═════ Data records

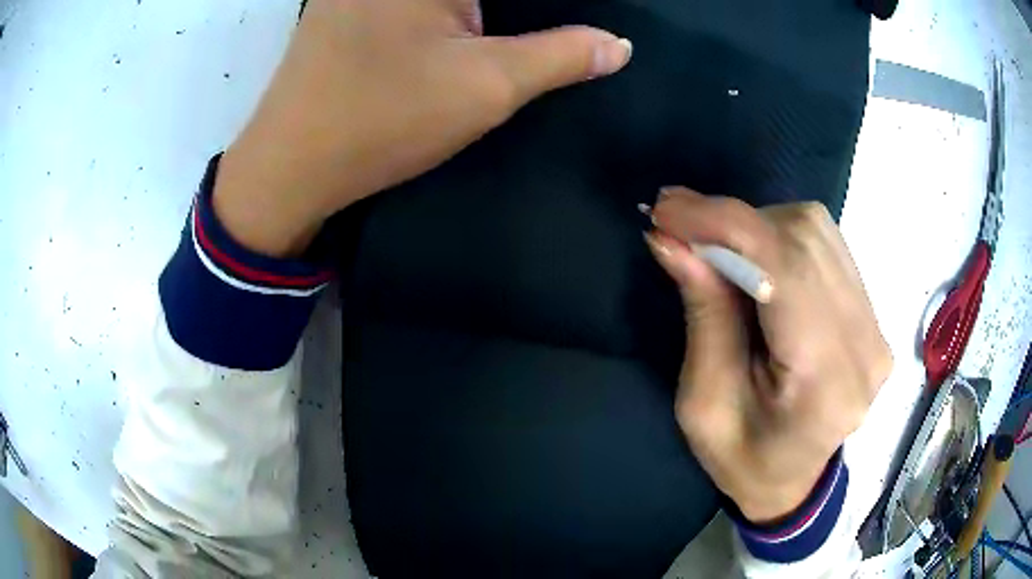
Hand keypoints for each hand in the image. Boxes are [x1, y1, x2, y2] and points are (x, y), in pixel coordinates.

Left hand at [214, 0, 632, 256]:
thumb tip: (617, 46)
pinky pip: (416, 2)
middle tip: (551, 34)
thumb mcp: (487, 86)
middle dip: (517, 12)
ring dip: (483, 13)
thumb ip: (561, 56)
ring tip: (512, 35)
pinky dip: (449, 12)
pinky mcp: (344, 6)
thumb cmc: (383, 120)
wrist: (290, 166)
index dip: (544, 9)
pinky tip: (462, 32)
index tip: (537, 44)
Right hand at [644, 189, 891, 522]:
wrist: (794, 482)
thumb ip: (703, 315)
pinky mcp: (871, 314)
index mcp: (825, 382)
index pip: (787, 270)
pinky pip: (827, 245)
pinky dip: (781, 236)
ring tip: (716, 246)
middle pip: (805, 239)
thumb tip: (672, 239)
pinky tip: (755, 258)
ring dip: (757, 227)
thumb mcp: (704, 404)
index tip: (667, 207)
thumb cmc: (743, 460)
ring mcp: (875, 325)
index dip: (726, 224)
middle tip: (681, 228)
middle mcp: (865, 344)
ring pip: (817, 231)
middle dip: (734, 222)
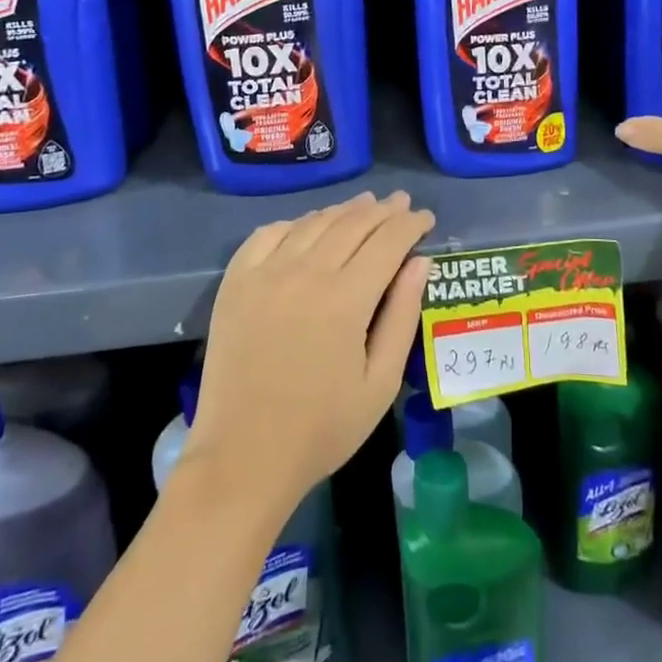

══════════

(Task goal):
Give the number of lines in the records that contain the string "thumb", and nothing besides.

(Written answer):
8